From the very first bite, you’ll notice that San Francisco sourdough is even tangier than other varieties of the bread. That’s because many of the “forty-niners” who arrived in the city during the Gold Rush and set up bakeries in town developed their own hardy dough with a proprietary strain of lactobacillus. Many of the original mid-19th century sourdough “starter cultures,” which bakers keep alive with regular feedings of flour and water when they’re not using them to start new batches of bread, remain alive today. No other American city has such a robust bread making tradition.
Make a Match
If you prefer, San Francisco’s extra-tangy sourdoughs are bold enough to be enjoyed bite-by-bite on their own, but most agree that the bread is made to be paired with other foods. Fortunately, the forty-niners seem to have accounted for this. Many hometown San Francisco classics, like thick chili, clam chowder, and delicious cioppino soup, all go well with sourdough bread. Making zen-like sourdough-soup matches is the bread and butter, or at least the bread, of plenty of successful San Francisco cafes.
Where to Go
Next time you’re in town, be sure to stop in at one of these fine San Francisco sourdough institutions.

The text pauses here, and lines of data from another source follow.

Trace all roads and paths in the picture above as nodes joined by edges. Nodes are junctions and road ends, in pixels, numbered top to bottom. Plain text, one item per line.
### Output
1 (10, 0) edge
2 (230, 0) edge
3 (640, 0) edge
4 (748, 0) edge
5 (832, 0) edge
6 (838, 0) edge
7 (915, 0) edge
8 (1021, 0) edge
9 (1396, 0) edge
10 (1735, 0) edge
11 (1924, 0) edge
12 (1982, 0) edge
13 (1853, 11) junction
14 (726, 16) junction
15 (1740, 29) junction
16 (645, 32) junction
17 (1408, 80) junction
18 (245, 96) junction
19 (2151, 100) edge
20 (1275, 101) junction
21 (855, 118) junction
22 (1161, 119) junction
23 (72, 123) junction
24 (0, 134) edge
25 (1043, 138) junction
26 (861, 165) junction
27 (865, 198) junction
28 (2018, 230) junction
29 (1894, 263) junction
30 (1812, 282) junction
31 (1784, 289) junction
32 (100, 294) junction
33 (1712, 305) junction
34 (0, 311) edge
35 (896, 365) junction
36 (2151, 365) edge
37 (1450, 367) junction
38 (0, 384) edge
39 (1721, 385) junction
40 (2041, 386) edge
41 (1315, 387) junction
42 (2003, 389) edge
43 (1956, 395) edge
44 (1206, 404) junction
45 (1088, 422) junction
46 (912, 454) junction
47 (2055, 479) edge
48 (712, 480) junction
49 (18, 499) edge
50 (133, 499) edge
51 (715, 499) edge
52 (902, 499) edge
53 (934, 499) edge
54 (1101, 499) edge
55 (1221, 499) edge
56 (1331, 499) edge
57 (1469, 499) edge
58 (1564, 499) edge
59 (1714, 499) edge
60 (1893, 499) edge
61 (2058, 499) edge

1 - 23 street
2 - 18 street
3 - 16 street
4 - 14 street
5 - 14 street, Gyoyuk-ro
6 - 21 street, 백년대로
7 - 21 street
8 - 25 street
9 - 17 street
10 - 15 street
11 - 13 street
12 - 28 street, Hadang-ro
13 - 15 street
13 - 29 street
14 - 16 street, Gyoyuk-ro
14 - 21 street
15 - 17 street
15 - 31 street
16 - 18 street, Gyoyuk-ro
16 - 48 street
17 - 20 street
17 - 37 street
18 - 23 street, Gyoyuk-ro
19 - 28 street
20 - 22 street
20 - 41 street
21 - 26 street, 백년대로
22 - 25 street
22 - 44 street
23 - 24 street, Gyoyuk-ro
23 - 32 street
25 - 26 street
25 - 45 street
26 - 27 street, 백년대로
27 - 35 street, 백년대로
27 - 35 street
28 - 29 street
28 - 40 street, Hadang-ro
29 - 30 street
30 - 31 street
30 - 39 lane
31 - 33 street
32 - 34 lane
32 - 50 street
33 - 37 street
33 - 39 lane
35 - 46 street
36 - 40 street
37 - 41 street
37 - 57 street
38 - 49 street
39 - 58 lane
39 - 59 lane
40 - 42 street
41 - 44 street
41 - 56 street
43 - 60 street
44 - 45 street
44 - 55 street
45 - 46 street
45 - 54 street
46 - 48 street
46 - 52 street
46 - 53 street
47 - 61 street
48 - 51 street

- 1. Boudin Sourdough Bakery and Cafe. “Sourdough” is right there in the name, so you know it must be good. Boudin makes their own clam chowder, among other seafood delights, as well as traditional fare like ribeye sandwiches. There are several locations around the city, including one on Fisherman’s Wharf.
- 2. Acme Bread Company. With its prime location on the Embarcadero near the Financial District BART station, Acme is a high-visibility institution. The sandwich menu is long and their lunch crowd is fierce, so be prepared to wait in line.
- 3. Royal Bakery. A neighborhood favorite tucked away in the Excelsior District, this is where real San Franciscans go for real sourdough bread. It’s cash only, but you won’t mind once you take that first bite.
With hundreds of other bakeries that specialize in fresh San Francisco sourdough bread, even local die-hards can’t possibly have tried them all. If you have a free day in the city, take a bite of history and plan a walking tour of some San Francisco sourdough institutions.